John Ellison was correct in his surmise that Mrs. Ellison would oppose his intention to work for Colonel Witham. Indeed, Mrs. Ellison wouldn't hear of it at all, at first. It seemed to her a disgrace, almost, to ask favour at the hands of one who, she firmly believed, had somehow tricked them out of their own. But John Ellison was firm.

It would be only for a little time, at most; only that he might, at opportune moments, look about in hope of making some discovery.

"But what can it possibly accomplish?" urged Mrs. Ellison. "Lawyer Estes has had the mill searched a dozen times, and there has been nothing found. How can you expect to find anything? Colonel Witham wouldn't give you the chance, anyway. He's always around the mill now, and he's been over it a hundred times, himself, I dare say. Remember how we've seen his light there night after night?"

But John Ellison was not to be convinced nor thwarted. "I want to hunt for myself," he insisted. "You kept it from me, before, when the lawyers had the searches made."

"I know it," sighed Mrs. Ellison. "I hated to tell you that we were in danger of losing the mill."

"Well, I'm going," declared John Ellison, and Mrs. Ellison gave reluctant consent.

Still, she might have saved herself the trouble of objecting, and let Colonel Witham settle the matter--which he did, summarily.

It was warm, and miller Witham, uncomfortable at all times in summer sultriness, was doubly so in the hot, dusty atmosphere of the mill. The dust from the meal settled on his perspiring face and distressed him; the dull grinding of the huge stones and the whirr of the shaftings and drums somehow did not sound in his ears so agreeably as he had once fancied they would. There was something oppressive about the place--or something in the air that caused him an unexplainable uneasiness--and he stood in the doorway, looking unhappy and out of sorts.

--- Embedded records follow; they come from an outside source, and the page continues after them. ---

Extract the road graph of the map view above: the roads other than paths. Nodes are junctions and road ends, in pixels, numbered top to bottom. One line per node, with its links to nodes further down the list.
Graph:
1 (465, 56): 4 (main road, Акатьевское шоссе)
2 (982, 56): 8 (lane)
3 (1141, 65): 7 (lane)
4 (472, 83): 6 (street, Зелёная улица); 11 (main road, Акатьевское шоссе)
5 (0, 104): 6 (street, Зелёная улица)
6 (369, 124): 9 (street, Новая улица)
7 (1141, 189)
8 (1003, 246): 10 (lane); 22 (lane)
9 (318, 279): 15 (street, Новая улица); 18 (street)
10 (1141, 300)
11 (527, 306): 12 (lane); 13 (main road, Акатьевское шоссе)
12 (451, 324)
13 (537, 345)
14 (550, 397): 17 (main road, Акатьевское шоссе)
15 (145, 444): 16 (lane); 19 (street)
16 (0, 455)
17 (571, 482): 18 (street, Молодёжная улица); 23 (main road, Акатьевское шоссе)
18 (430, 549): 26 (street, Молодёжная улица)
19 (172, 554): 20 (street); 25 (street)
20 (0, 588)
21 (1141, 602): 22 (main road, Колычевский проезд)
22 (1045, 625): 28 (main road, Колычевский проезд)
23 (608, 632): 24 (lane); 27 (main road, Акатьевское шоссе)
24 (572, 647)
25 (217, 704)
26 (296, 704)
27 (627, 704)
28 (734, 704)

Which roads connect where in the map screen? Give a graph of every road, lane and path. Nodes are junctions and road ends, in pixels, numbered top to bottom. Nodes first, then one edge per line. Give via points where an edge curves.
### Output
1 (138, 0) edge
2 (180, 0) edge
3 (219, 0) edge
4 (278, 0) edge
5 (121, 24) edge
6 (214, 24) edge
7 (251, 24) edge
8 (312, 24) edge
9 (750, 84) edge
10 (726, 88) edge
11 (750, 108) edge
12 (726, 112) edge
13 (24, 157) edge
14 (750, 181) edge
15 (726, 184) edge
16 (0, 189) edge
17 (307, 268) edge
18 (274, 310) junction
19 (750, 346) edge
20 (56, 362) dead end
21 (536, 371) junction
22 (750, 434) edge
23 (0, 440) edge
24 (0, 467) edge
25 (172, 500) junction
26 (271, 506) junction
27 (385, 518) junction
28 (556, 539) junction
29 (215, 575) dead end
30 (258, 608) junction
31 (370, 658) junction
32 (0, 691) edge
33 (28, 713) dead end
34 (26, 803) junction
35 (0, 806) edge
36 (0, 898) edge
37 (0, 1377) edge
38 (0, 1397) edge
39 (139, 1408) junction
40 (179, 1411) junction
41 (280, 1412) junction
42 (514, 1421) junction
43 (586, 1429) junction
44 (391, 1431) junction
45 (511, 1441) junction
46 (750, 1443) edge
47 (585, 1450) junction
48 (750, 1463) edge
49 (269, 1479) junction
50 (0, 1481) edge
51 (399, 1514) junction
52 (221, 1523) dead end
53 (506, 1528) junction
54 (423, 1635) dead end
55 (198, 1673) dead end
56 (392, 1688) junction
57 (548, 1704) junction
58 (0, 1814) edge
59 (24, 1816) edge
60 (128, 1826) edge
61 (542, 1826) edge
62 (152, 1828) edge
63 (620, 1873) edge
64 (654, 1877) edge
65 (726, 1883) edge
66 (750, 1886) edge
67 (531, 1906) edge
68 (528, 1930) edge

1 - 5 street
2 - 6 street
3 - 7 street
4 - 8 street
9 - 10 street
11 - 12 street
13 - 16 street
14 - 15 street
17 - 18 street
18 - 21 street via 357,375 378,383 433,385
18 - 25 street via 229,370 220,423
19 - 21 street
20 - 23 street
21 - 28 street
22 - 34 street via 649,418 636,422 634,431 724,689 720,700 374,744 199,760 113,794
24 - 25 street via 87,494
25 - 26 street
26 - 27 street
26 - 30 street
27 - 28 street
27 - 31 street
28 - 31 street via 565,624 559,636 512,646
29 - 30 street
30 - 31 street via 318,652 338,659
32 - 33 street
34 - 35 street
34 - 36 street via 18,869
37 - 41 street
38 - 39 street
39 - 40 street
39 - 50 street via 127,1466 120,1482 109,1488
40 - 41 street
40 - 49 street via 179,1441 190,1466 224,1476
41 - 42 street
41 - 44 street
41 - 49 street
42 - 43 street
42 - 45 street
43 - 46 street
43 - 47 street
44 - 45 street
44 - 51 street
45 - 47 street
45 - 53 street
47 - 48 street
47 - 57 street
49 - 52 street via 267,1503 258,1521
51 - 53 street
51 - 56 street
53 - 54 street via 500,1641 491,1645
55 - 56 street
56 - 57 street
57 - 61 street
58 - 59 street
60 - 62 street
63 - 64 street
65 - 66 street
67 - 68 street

He saw two boys come briskly down the road from the Ellison farm and turn up the main road in the direction of the mill. As they approached, he recognized them, and retired within the doorway. To his surprise, they entered.

"Well, what is it?" he demanded shortly as John Ellison and Henry Burns stood confronting him. "What do you want? I won't have boys around the mill, you know. Always in the way, and I'm busy here."

"Why, you see," replied John Ellison, turning colour a bit but speaking firmly, "we don't want to bother you nor get in the way; but I--I want to get some work to do. I'm big enough and strong enough to work, now, and I heard you wanted a man. I came to see if you wouldn't hire me."

Colonel Witham's face was a study. Taken all by surprise, he seemed to know scarcely what to say. He shifted uneasily and the drops of perspiration rolled from his forehead. He mopped his face with a big, red handkerchief, and looked shiftily from one boyish face to the other.

"Why, I did say I wanted help," he admitted; "but,"--and he glanced at the youth who had spoken,--"I didn't say I wanted a boy. No, you won't do."

"Why, I'm big enough to do the haying," urged John Ellison. "You've got the mill now. You might give me a job, I think."

Possibly some thought of this kind might have found fleeting lodgment in the colonel's brain; of Jim Ellison, who used to sit at the desk in the corner; of the son that now asked him for work. Then a crafty, suspicious light came into his eyes, and he glanced quickly at John Ellison's companion.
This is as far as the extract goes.